1. Word Counts: Copy the Plain Text UTF-8 version of Bram Sroker’s Dracula from the site:
http://www.gutenberg.org/ebooks/345 into a text document called ‘dracula.txt’. Write python code that reads the text document and counts the unique words and stores the words and counts into a dictionary. Write the words and counts into a text file called ‘dracula words.txt’ by using the Python file handle method seen in class. Generate a list called ‘sorted counts’ that contains the value and key pairs as tuples that are sorted in descending order based on the frequencies of the words. For example, it should be in the form:
. . .
Here, the word ‘the’ occurs the most frequently. Output the top 10 most frequently occurring words. How often does the word ‘Dracula’ come up in the entire Novel?

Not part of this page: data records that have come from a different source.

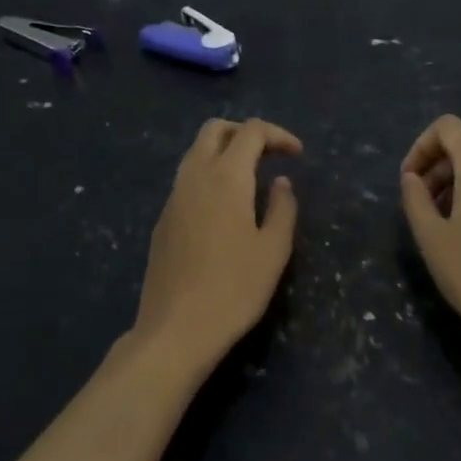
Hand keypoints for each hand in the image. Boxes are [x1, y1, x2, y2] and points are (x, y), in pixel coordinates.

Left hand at [134, 118, 300, 369]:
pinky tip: (226, 208)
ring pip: (196, 152)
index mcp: (226, 177)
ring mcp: (173, 198)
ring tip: (252, 178)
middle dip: (245, 131)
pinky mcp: (163, 221)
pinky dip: (210, 175)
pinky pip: (187, 179)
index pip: (251, 131)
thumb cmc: (234, 289)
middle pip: (215, 129)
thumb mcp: (274, 250)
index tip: (298, 155)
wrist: (175, 330)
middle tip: (270, 154)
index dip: (278, 135)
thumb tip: (281, 183)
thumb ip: (283, 208)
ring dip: (225, 151)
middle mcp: (195, 177)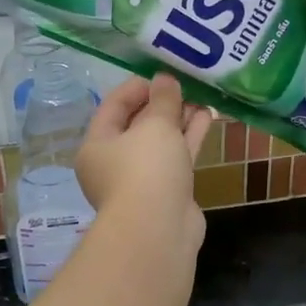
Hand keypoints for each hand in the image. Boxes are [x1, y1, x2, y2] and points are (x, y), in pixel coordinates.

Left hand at [77, 74, 214, 258]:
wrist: (159, 231)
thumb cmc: (146, 170)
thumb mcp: (154, 126)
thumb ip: (163, 99)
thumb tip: (165, 79)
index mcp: (97, 145)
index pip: (113, 105)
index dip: (138, 86)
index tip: (164, 74)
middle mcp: (114, 162)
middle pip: (138, 124)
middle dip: (163, 104)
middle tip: (187, 84)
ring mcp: (141, 180)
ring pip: (160, 142)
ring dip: (180, 120)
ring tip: (203, 97)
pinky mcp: (166, 192)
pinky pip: (176, 158)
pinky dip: (189, 139)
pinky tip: (208, 117)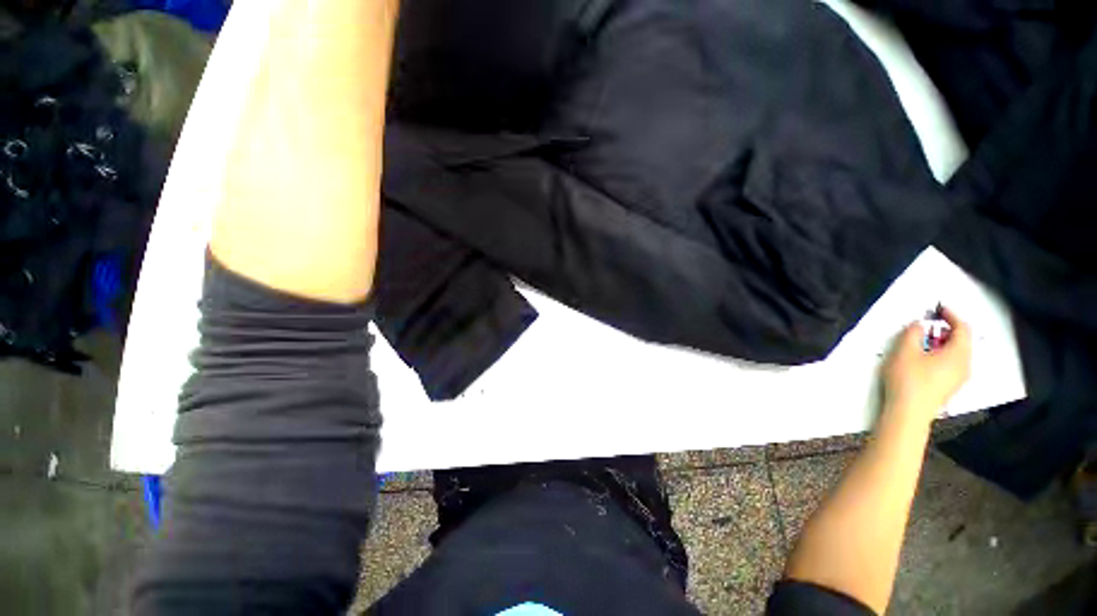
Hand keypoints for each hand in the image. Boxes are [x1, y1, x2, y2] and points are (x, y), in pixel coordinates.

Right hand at [882, 306, 971, 424]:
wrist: (909, 412)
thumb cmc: (908, 379)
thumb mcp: (905, 351)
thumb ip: (913, 333)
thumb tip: (919, 324)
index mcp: (959, 353)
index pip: (963, 328)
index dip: (952, 315)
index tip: (939, 307)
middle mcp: (965, 365)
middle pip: (962, 341)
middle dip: (947, 329)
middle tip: (929, 323)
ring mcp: (959, 378)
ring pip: (957, 353)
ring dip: (943, 343)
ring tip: (924, 340)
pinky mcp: (950, 387)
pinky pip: (952, 364)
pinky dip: (941, 354)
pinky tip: (925, 358)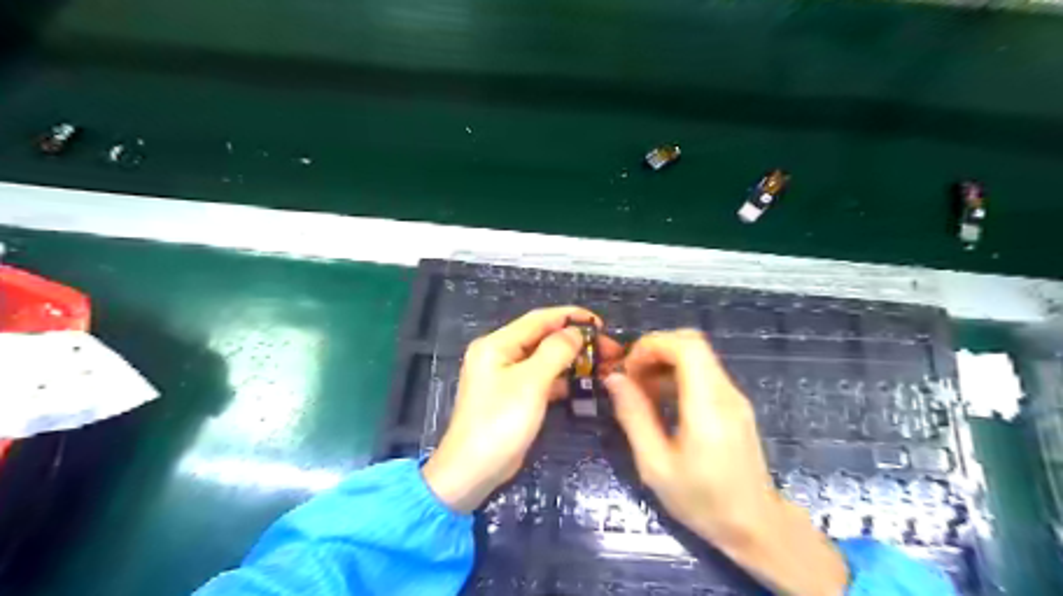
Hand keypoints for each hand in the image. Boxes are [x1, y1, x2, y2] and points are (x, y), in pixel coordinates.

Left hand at [425, 306, 624, 512]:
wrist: (473, 471)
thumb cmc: (500, 422)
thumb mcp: (531, 383)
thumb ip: (555, 351)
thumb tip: (576, 332)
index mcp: (497, 344)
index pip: (538, 319)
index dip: (571, 317)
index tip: (601, 323)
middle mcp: (500, 354)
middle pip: (543, 338)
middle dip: (576, 341)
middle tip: (610, 350)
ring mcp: (506, 377)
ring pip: (545, 359)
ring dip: (573, 360)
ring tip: (604, 364)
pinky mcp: (514, 396)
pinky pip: (542, 379)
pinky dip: (562, 379)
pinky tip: (585, 383)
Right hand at [606, 332, 847, 595]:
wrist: (755, 526)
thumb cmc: (702, 501)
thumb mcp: (655, 465)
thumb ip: (634, 416)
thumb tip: (614, 379)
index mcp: (708, 407)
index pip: (687, 347)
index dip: (652, 345)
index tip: (628, 368)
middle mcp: (726, 393)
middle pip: (692, 343)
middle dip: (655, 350)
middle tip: (631, 377)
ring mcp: (734, 396)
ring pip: (697, 355)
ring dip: (664, 362)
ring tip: (641, 391)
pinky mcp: (734, 404)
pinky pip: (703, 373)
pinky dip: (677, 374)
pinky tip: (661, 401)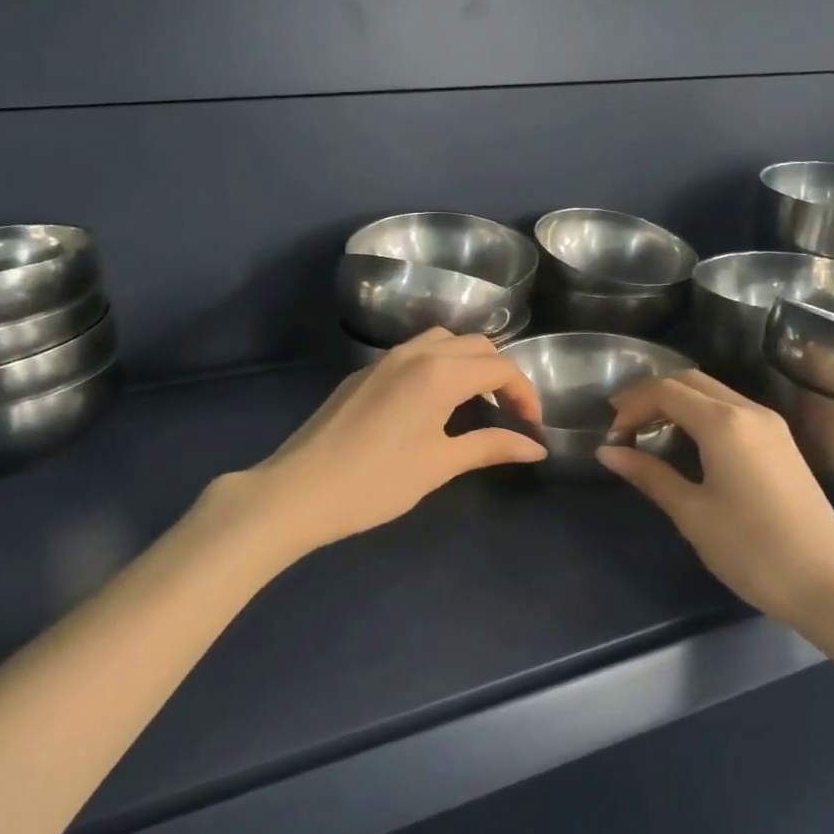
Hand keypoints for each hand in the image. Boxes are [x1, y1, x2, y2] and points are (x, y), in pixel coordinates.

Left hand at [221, 329, 546, 556]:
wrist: (297, 491)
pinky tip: (433, 403)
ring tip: (476, 402)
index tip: (532, 426)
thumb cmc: (376, 482)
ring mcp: (385, 359)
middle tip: (510, 414)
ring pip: (443, 341)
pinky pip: (415, 353)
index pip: (499, 367)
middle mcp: (415, 353)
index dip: (524, 393)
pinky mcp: (364, 373)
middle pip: (476, 345)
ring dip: (469, 363)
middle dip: (501, 374)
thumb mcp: (439, 465)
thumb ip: (490, 446)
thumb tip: (536, 446)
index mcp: (439, 373)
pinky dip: (439, 365)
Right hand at [598, 371, 833, 633]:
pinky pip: (733, 410)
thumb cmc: (752, 549)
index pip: (666, 391)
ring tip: (650, 434)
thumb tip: (607, 451)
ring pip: (714, 393)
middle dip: (652, 396)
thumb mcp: (692, 513)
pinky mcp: (782, 443)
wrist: (829, 584)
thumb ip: (649, 475)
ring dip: (678, 403)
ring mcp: (771, 425)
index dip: (632, 405)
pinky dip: (702, 415)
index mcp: (724, 422)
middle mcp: (749, 410)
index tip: (612, 435)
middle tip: (624, 426)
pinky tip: (689, 444)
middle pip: (690, 381)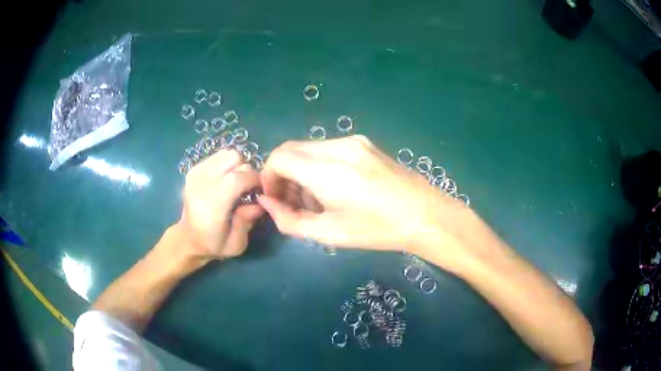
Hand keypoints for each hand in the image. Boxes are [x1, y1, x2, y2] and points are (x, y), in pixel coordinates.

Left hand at [174, 149, 263, 261]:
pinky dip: (227, 163)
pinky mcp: (194, 169)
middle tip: (249, 187)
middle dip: (247, 170)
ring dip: (238, 165)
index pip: (238, 178)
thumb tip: (260, 202)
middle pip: (234, 159)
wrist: (188, 238)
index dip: (255, 179)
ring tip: (238, 182)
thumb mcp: (236, 244)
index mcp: (212, 204)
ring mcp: (197, 173)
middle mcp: (202, 183)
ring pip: (228, 154)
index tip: (262, 189)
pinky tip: (226, 178)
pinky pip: (219, 156)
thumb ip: (248, 221)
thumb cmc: (214, 243)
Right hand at [258, 135, 470, 254]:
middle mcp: (337, 147)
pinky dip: (319, 165)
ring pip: (309, 149)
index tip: (275, 198)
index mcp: (327, 170)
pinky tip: (334, 188)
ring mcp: (353, 141)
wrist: (425, 215)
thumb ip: (289, 219)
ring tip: (315, 199)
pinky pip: (328, 149)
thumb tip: (267, 203)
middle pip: (291, 149)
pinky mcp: (364, 143)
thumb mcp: (329, 233)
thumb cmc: (377, 230)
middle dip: (282, 173)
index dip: (268, 176)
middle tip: (292, 201)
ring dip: (301, 170)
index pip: (279, 157)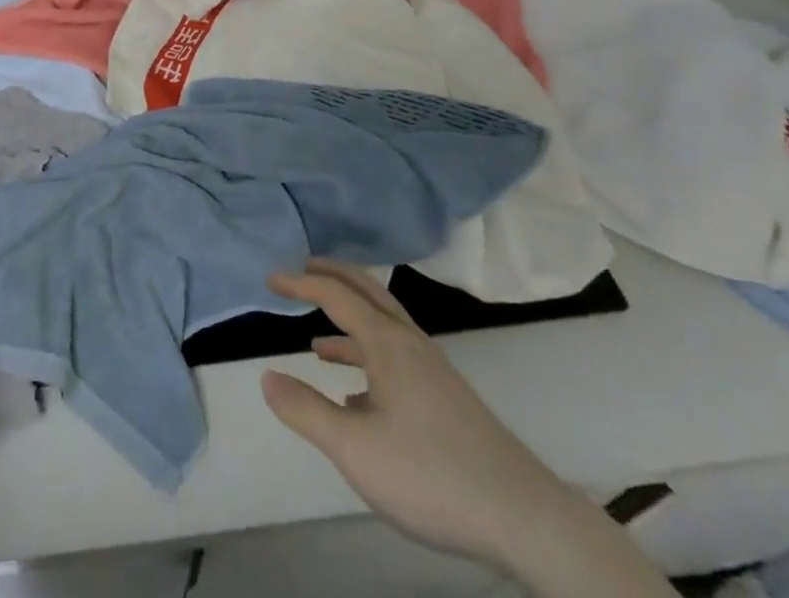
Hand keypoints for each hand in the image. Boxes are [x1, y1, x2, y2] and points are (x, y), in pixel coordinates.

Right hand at [260, 259, 577, 566]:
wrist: (522, 516)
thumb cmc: (431, 474)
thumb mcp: (355, 449)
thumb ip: (306, 411)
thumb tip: (266, 377)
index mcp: (387, 343)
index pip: (335, 295)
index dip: (300, 283)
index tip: (270, 278)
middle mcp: (409, 343)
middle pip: (366, 292)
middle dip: (331, 278)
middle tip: (300, 271)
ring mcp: (431, 370)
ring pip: (383, 326)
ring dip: (349, 320)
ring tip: (316, 339)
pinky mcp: (444, 397)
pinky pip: (396, 357)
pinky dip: (368, 358)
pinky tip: (357, 398)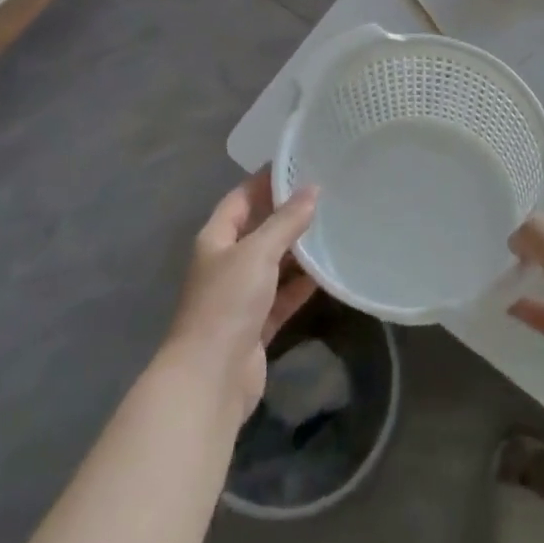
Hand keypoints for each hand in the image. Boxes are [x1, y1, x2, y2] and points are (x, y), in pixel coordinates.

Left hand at [166, 171, 318, 428]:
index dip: (265, 181)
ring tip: (333, 226)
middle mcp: (226, 263)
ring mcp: (241, 296)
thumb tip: (312, 189)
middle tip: (325, 193)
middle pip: (259, 230)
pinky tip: (328, 272)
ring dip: (298, 250)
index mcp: (216, 239)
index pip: (241, 198)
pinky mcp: (257, 325)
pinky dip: (302, 285)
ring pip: (274, 263)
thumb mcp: (257, 253)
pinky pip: (283, 296)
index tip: (298, 163)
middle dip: (287, 213)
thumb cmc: (227, 303)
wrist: (210, 379)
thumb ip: (285, 221)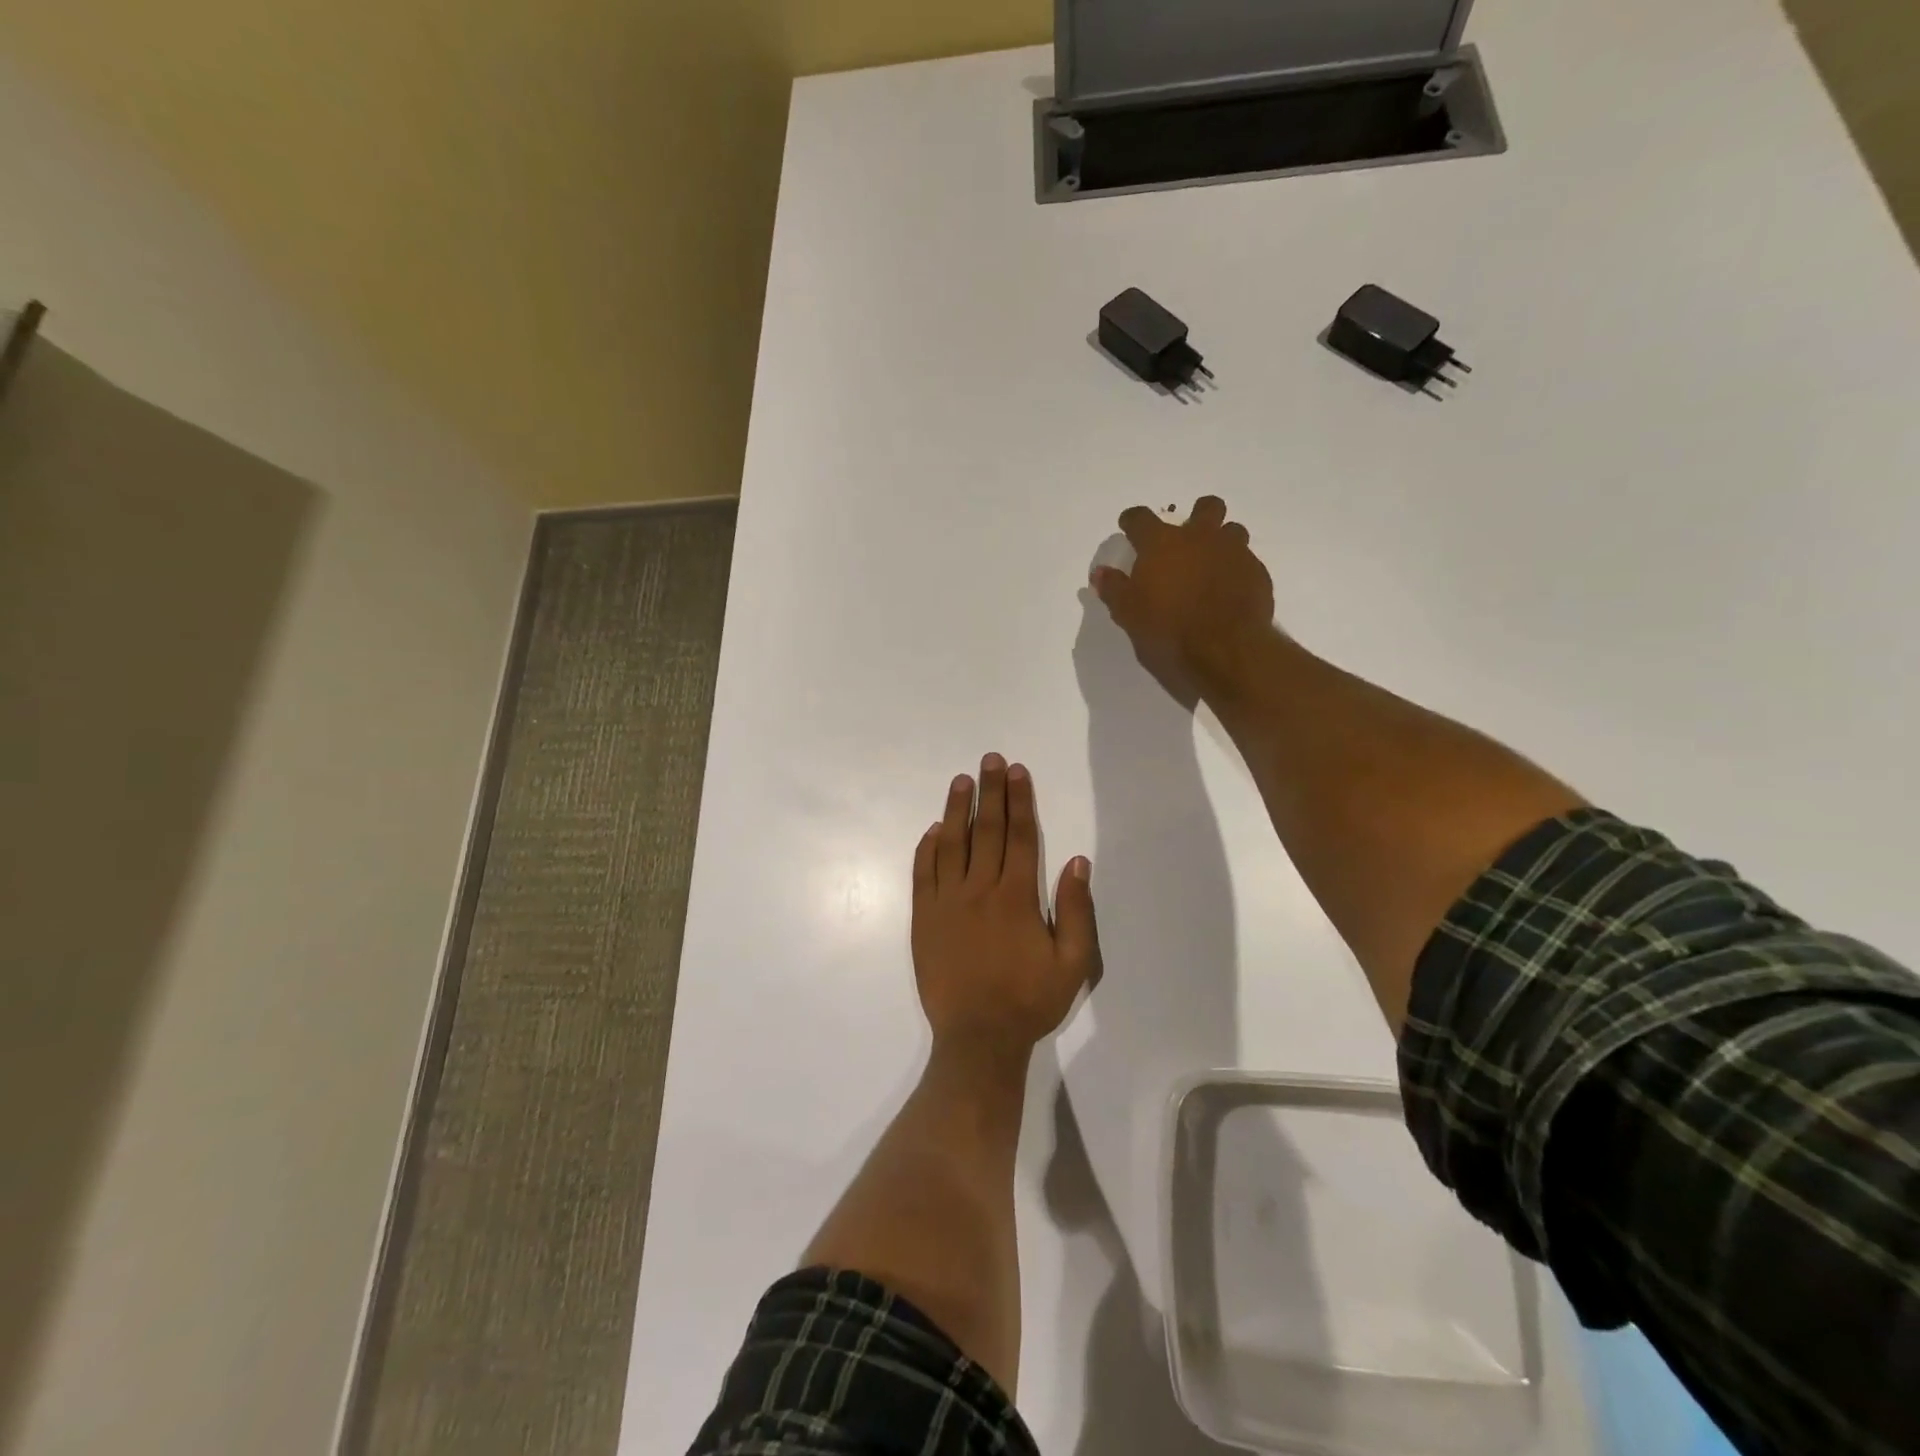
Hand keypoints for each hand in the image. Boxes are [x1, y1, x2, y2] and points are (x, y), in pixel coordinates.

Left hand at [911, 754, 1101, 1059]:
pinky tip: (934, 829)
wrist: (977, 1038)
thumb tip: (1076, 861)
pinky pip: (923, 874)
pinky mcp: (923, 918)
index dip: (1019, 801)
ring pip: (951, 845)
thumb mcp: (1073, 964)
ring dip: (957, 810)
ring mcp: (946, 903)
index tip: (1018, 772)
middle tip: (991, 760)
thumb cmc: (1029, 1001)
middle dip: (991, 792)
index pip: (1019, 837)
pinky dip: (928, 848)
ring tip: (962, 780)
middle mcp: (979, 890)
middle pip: (985, 831)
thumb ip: (1076, 910)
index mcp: (1016, 897)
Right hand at [1090, 495, 1275, 703]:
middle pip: (1205, 507)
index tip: (1128, 527)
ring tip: (1211, 565)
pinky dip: (1235, 570)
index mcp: (1162, 544)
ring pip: (1232, 531)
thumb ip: (1114, 589)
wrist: (1225, 651)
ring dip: (1221, 541)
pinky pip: (1246, 561)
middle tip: (1186, 539)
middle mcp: (1200, 538)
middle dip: (1196, 516)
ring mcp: (1234, 553)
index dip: (1132, 521)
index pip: (1141, 518)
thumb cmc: (1168, 631)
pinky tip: (1228, 590)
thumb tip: (1100, 573)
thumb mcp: (1129, 614)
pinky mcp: (1257, 574)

Hint: use list comprehension. For the dictionary ‘counts’ the command ‘counts.items()’ returns an object of type dict items that contains the key value pairs in the form of tuples. You can iterate over these with the command: for (key, value) in counts.items(). Thus, you can get a list by finishing the following code: sorted_counts = [(value, key) for (key, value) in ??? ??? ].
You can now sort it element by element since tuples sort in a similar manner to other Python objects.
2. Linear and Non-Linear Regression:
(a) Run linear regression on the closing price data for BTC in the range of 12/15/2020 to 12/28/2020. Report the r-squared value on your training data. Use this to predict BTC closing prices on 1/1/2021 and 1/8/2021. How close are your predictions to the actual?
Repeat with polynomial regression.
(b) Run linear regression on the closing price data for BTC in the range of 2/2/2021 to 2/15/2021.
Report the r-squared value on your training data. Use this to predict BTC closing prices on 2/19/2021 and 2/21/2021. How close are your predictions to the actual? Repeat with polynomial regression.
(c) What is the daily rate of change on average of BTC closing prices based on your predictions obtained from regression on the data in the range of 12/15/2020 to 12/28/2020. What about for 2/2/2021 to 2/15/2021?